*What you have to do*: The output is the line holding "thumb cmc: (464, 220)" and all lines after it to the end of the records below; restate them unchanged and add nothing.
□ □ □ □
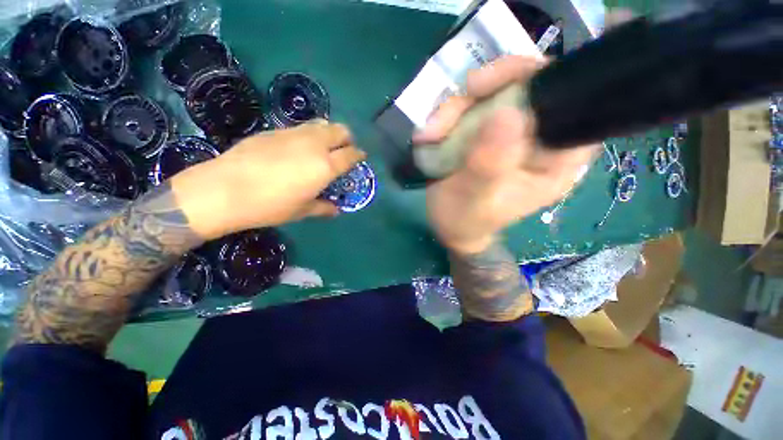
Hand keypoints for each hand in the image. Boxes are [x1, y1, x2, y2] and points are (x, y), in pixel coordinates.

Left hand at [172, 121, 365, 239]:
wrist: (225, 189)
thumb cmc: (271, 205)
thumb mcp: (302, 211)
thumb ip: (323, 208)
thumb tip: (336, 210)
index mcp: (326, 166)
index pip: (351, 154)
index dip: (359, 154)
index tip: (361, 156)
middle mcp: (314, 144)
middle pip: (340, 130)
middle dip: (347, 138)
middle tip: (344, 150)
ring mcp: (293, 134)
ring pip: (320, 124)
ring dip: (328, 133)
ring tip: (323, 147)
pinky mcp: (274, 130)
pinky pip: (300, 128)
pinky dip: (308, 134)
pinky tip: (297, 148)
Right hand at [414, 56, 598, 254]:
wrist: (447, 225)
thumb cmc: (464, 220)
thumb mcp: (474, 199)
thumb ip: (490, 164)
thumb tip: (508, 113)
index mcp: (554, 160)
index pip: (568, 103)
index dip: (536, 81)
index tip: (489, 88)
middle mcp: (538, 139)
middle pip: (525, 87)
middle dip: (482, 94)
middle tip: (447, 116)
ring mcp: (510, 132)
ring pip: (491, 93)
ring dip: (454, 109)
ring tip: (429, 135)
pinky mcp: (486, 131)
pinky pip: (470, 106)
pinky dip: (447, 116)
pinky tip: (429, 135)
□ □ □ □
*Problem solution*:
thumb cmc: (464, 220)
thumb mcp: (474, 199)
thumb ip: (490, 164)
thumb tip: (508, 113)
index mcp: (554, 160)
index pip: (568, 103)
index dip: (536, 81)
index tip: (489, 88)
middle mcp: (538, 139)
middle pip: (525, 87)
middle dip: (482, 94)
middle tip: (447, 116)
ring mcp: (510, 132)
ring pip: (491, 93)
ring dip: (454, 109)
ring tip: (429, 135)
pinky mcp: (486, 131)
pinky pip: (470, 106)
pinky dip: (447, 116)
pinky tip: (429, 135)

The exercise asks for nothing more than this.